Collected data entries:
....

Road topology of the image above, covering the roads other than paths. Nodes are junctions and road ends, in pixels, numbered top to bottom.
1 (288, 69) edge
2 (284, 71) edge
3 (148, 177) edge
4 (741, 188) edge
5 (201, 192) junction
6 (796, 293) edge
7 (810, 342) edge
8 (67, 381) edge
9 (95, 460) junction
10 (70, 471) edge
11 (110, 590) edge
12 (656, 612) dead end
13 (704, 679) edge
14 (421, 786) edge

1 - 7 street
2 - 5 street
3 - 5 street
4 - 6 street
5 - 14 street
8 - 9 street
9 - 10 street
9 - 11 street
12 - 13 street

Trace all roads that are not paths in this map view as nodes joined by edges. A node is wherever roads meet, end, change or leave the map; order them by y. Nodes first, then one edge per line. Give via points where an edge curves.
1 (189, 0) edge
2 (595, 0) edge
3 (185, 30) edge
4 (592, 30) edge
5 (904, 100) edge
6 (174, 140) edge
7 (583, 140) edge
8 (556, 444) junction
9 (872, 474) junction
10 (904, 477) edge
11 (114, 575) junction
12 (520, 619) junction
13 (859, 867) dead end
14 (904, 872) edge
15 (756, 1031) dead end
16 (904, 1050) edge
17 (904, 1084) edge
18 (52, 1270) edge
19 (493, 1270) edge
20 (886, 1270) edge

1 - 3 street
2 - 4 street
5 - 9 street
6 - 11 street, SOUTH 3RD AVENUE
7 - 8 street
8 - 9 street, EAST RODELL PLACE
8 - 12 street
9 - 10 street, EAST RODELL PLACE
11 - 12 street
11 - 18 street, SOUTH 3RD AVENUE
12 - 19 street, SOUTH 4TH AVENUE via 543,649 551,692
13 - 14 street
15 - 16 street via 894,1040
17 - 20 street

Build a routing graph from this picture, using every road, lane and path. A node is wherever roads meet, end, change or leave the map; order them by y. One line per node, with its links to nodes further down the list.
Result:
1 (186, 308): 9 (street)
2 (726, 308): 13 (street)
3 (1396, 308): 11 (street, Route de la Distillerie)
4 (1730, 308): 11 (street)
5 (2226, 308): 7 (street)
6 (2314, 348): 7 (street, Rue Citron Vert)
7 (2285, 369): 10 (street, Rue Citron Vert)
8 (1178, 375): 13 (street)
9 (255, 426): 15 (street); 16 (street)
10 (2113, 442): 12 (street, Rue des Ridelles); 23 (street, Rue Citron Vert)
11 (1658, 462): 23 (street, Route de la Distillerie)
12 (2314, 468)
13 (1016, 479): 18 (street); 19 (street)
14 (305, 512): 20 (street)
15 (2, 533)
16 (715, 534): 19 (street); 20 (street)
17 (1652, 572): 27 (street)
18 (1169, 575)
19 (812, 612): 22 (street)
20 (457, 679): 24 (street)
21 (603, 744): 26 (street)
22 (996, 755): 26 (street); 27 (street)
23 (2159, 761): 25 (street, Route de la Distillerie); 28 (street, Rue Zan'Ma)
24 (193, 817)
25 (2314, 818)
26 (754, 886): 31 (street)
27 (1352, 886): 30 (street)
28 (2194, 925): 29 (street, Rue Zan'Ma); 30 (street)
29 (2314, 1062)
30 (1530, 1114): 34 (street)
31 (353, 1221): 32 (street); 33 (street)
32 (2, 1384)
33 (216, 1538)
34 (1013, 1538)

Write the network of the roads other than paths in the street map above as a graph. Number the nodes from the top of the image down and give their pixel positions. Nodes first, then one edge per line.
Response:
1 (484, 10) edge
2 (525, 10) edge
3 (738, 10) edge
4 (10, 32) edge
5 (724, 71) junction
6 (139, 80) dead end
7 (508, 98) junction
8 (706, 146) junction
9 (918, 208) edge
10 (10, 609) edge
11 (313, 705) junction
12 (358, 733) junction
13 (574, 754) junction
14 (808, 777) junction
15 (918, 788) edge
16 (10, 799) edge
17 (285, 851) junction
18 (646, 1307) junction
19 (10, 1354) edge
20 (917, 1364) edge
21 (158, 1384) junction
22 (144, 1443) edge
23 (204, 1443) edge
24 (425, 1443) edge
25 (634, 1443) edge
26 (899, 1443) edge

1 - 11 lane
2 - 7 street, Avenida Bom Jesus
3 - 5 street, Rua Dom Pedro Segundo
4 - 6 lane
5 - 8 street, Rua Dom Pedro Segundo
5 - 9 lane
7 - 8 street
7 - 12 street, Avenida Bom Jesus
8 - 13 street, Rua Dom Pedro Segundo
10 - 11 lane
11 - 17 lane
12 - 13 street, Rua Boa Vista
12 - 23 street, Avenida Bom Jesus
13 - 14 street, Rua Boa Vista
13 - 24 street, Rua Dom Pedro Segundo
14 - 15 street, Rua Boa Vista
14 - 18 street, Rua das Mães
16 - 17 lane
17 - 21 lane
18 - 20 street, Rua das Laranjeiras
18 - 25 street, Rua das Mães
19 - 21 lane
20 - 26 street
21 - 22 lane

....

#### Description of the task:
Repeat every entry word for word.

#### Exercise answer:
Road topology of the image above, covering the roads other than paths. Nodes are junctions and road ends, in pixels, numbered top to bottom.
1 (288, 69) edge
2 (284, 71) edge
3 (148, 177) edge
4 (741, 188) edge
5 (201, 192) junction
6 (796, 293) edge
7 (810, 342) edge
8 (67, 381) edge
9 (95, 460) junction
10 (70, 471) edge
11 (110, 590) edge
12 (656, 612) dead end
13 (704, 679) edge
14 (421, 786) edge

1 - 7 street
2 - 5 street
3 - 5 street
4 - 6 street
5 - 14 street
8 - 9 street
9 - 10 street
9 - 11 street
12 - 13 street

Trace all roads that are not paths in this map view as nodes joined by edges. A node is wherever roads meet, end, change or leave the map; order them by y. Nodes first, then one edge per line. Give via points where an edge curves.
1 (189, 0) edge
2 (595, 0) edge
3 (185, 30) edge
4 (592, 30) edge
5 (904, 100) edge
6 (174, 140) edge
7 (583, 140) edge
8 (556, 444) junction
9 (872, 474) junction
10 (904, 477) edge
11 (114, 575) junction
12 (520, 619) junction
13 (859, 867) dead end
14 (904, 872) edge
15 (756, 1031) dead end
16 (904, 1050) edge
17 (904, 1084) edge
18 (52, 1270) edge
19 (493, 1270) edge
20 (886, 1270) edge

1 - 3 street
2 - 4 street
5 - 9 street
6 - 11 street, SOUTH 3RD AVENUE
7 - 8 street
8 - 9 street, EAST RODELL PLACE
8 - 12 street
9 - 10 street, EAST RODELL PLACE
11 - 12 street
11 - 18 street, SOUTH 3RD AVENUE
12 - 19 street, SOUTH 4TH AVENUE via 543,649 551,692
13 - 14 street
15 - 16 street via 894,1040
17 - 20 street

Build a routing graph from this picture, using every road, lane and path. A node is wherever roads meet, end, change or leave the map; order them by y. One line per node, with its links to nodes further down the list.
Result:
1 (186, 308): 9 (street)
2 (726, 308): 13 (street)
3 (1396, 308): 11 (street, Route de la Distillerie)
4 (1730, 308): 11 (street)
5 (2226, 308): 7 (street)
6 (2314, 348): 7 (street, Rue Citron Vert)
7 (2285, 369): 10 (street, Rue Citron Vert)
8 (1178, 375): 13 (street)
9 (255, 426): 15 (street); 16 (street)
10 (2113, 442): 12 (street, Rue des Ridelles); 23 (street, Rue Citron Vert)
11 (1658, 462): 23 (street, Route de la Distillerie)
12 (2314, 468)
13 (1016, 479): 18 (street); 19 (street)
14 (305, 512): 20 (street)
15 (2, 533)
16 (715, 534): 19 (street); 20 (street)
17 (1652, 572): 27 (street)
18 (1169, 575)
19 (812, 612): 22 (street)
20 (457, 679): 24 (street)
21 (603, 744): 26 (street)
22 (996, 755): 26 (street); 27 (street)
23 (2159, 761): 25 (street, Route de la Distillerie); 28 (street, Rue Zan'Ma)
24 (193, 817)
25 (2314, 818)
26 (754, 886): 31 (street)
27 (1352, 886): 30 (street)
28 (2194, 925): 29 (street, Rue Zan'Ma); 30 (street)
29 (2314, 1062)
30 (1530, 1114): 34 (street)
31 (353, 1221): 32 (street); 33 (street)
32 (2, 1384)
33 (216, 1538)
34 (1013, 1538)

Write the network of the roads other than paths in the street map above as a graph. Number the nodes from the top of the image down and give their pixel positions. Nodes first, then one edge per line.
Response:
1 (484, 10) edge
2 (525, 10) edge
3 (738, 10) edge
4 (10, 32) edge
5 (724, 71) junction
6 (139, 80) dead end
7 (508, 98) junction
8 (706, 146) junction
9 (918, 208) edge
10 (10, 609) edge
11 (313, 705) junction
12 (358, 733) junction
13 (574, 754) junction
14 (808, 777) junction
15 (918, 788) edge
16 (10, 799) edge
17 (285, 851) junction
18 (646, 1307) junction
19 (10, 1354) edge
20 (917, 1364) edge
21 (158, 1384) junction
22 (144, 1443) edge
23 (204, 1443) edge
24 (425, 1443) edge
25 (634, 1443) edge
26 (899, 1443) edge

1 - 11 lane
2 - 7 street, Avenida Bom Jesus
3 - 5 street, Rua Dom Pedro Segundo
4 - 6 lane
5 - 8 street, Rua Dom Pedro Segundo
5 - 9 lane
7 - 8 street
7 - 12 street, Avenida Bom Jesus
8 - 13 street, Rua Dom Pedro Segundo
10 - 11 lane
11 - 17 lane
12 - 13 street, Rua Boa Vista
12 - 23 street, Avenida Bom Jesus
13 - 14 street, Rua Boa Vista
13 - 24 street, Rua Dom Pedro Segundo
14 - 15 street, Rua Boa Vista
14 - 18 street, Rua das Mães
16 - 17 lane
17 - 21 lane
18 - 20 street, Rua das Laranjeiras
18 - 25 street, Rua das Mães
19 - 21 lane
20 - 26 street
21 - 22 lane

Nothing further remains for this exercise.